- Task prompt: Go through the records below and copy out every line holding "then".

[Stored data entries]

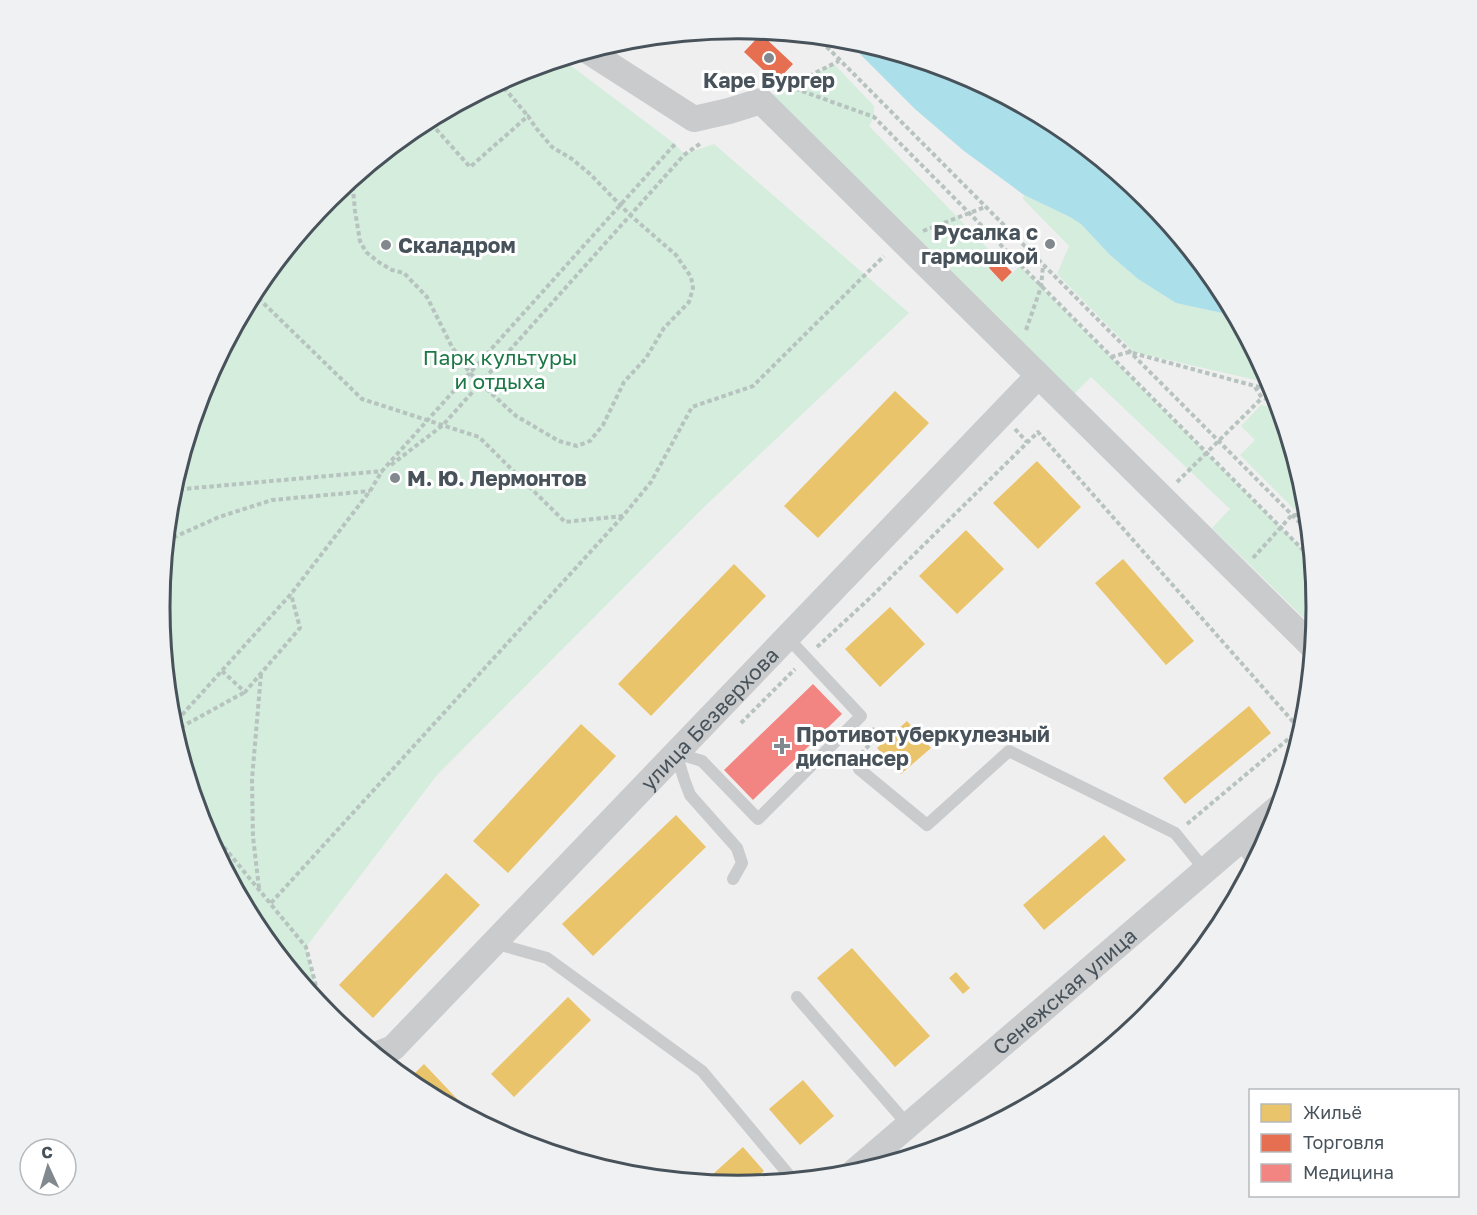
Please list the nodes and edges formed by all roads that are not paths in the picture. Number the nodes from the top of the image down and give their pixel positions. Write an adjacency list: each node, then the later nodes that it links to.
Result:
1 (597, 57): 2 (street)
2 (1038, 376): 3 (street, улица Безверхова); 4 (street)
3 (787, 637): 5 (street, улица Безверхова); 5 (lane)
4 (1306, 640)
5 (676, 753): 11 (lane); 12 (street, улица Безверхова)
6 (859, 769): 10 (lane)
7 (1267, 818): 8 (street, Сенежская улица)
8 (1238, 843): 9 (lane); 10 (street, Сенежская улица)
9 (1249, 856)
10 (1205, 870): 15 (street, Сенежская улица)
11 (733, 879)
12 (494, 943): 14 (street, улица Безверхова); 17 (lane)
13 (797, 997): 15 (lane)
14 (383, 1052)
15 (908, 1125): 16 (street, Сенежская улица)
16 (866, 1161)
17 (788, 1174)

* * *

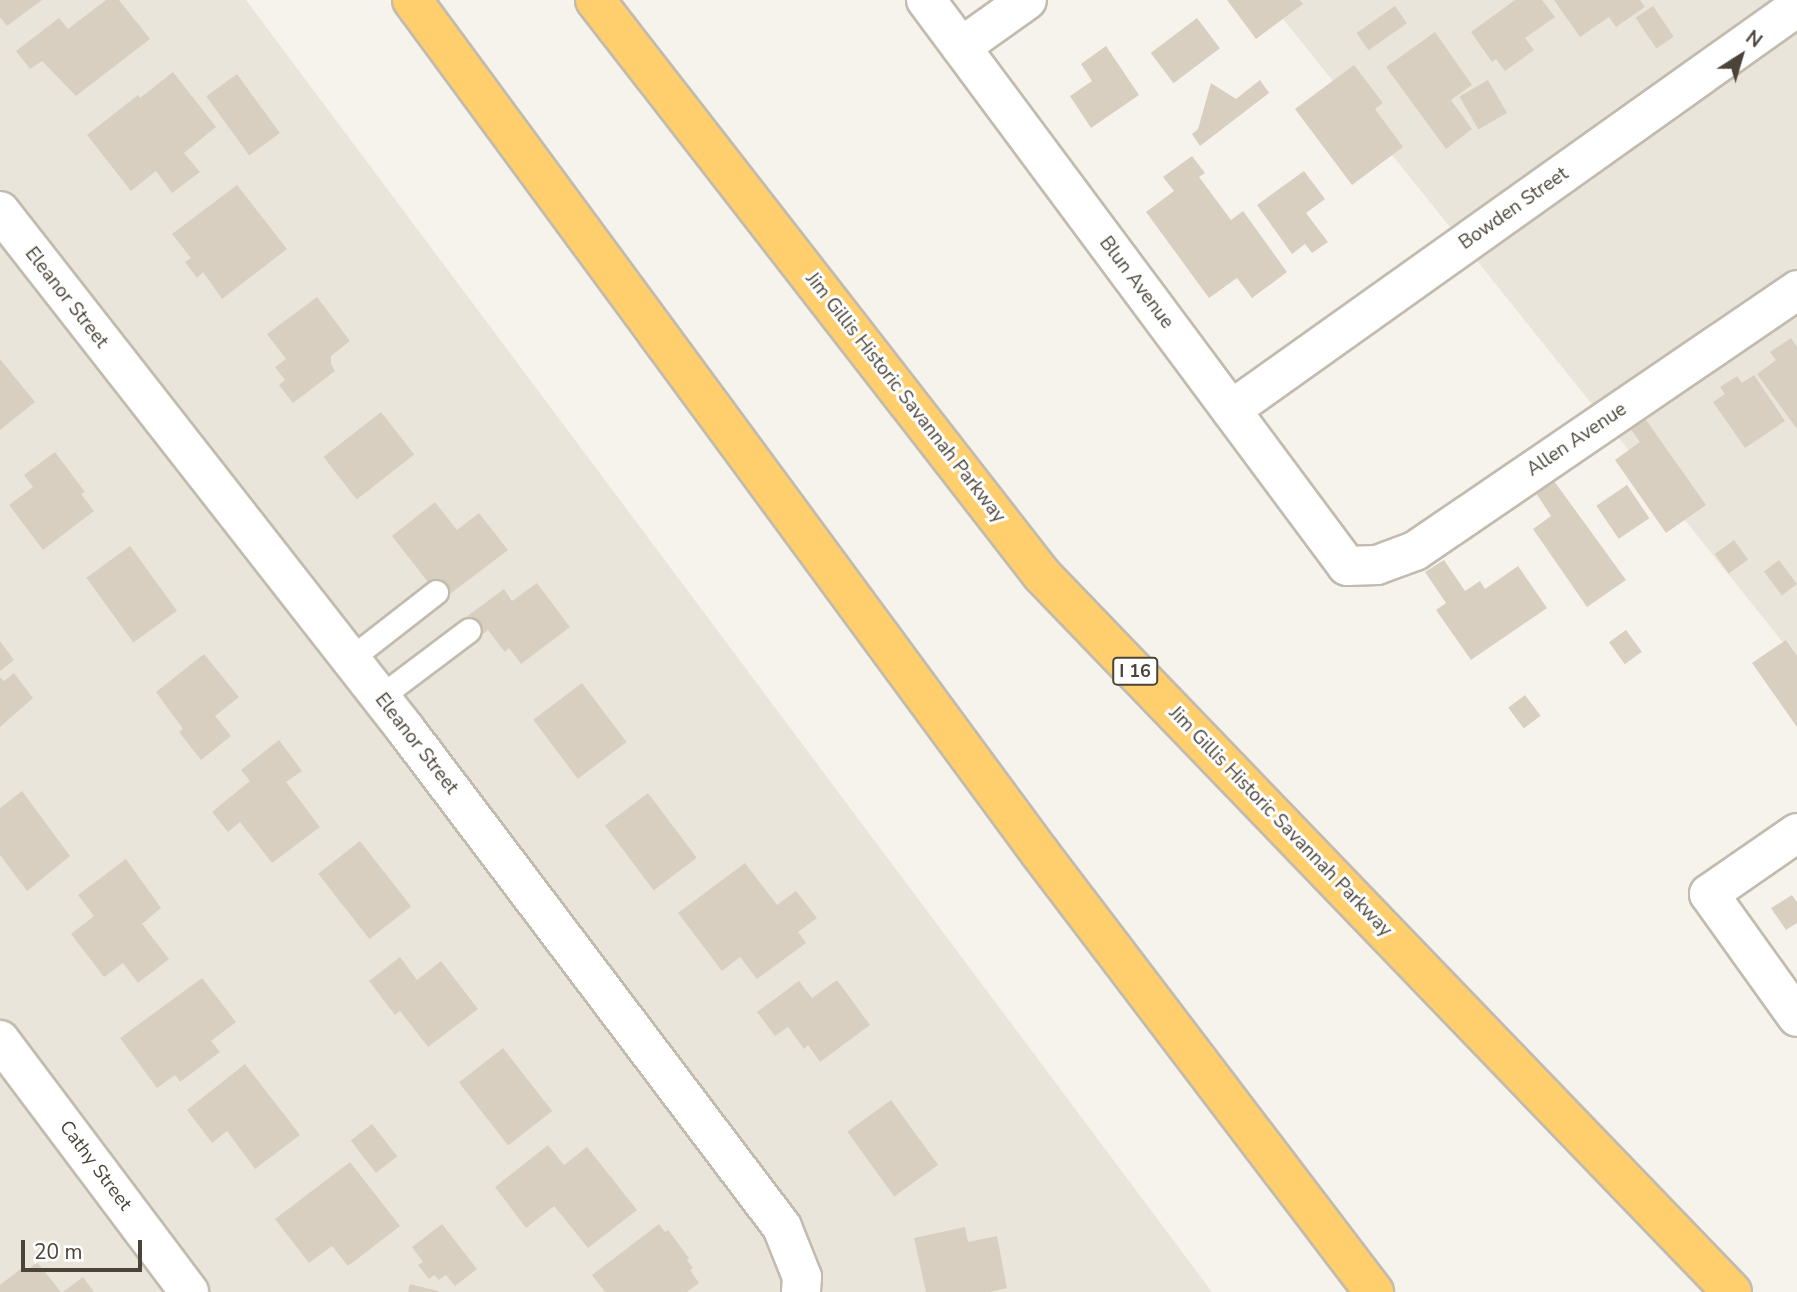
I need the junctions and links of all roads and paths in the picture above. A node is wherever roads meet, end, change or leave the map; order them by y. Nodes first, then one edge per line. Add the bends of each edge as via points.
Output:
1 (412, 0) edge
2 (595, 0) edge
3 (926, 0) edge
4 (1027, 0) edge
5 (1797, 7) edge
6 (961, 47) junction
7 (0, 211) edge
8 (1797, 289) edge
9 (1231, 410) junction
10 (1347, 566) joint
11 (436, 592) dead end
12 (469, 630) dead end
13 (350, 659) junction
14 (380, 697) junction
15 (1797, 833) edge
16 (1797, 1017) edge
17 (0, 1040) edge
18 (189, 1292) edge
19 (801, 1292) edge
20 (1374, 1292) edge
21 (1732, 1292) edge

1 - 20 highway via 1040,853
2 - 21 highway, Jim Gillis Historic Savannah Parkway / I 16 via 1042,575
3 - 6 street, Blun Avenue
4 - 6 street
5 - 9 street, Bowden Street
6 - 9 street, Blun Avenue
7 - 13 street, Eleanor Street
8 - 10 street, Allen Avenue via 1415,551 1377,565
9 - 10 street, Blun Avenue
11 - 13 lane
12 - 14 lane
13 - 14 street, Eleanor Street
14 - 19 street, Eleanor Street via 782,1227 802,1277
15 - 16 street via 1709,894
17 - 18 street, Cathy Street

- Solution for this task:
Please list the nodes and edges formed by all roads that are not paths in the picture. Number the nodes from the top of the image down and give their pixel positions. Write an adjacency list: each node, then the later nodes that it links to.
I need the junctions and links of all roads and paths in the picture above. A node is wherever roads meet, end, change or leave the map; order them by y. Nodes first, then one edge per line. Add the bends of each edge as via points.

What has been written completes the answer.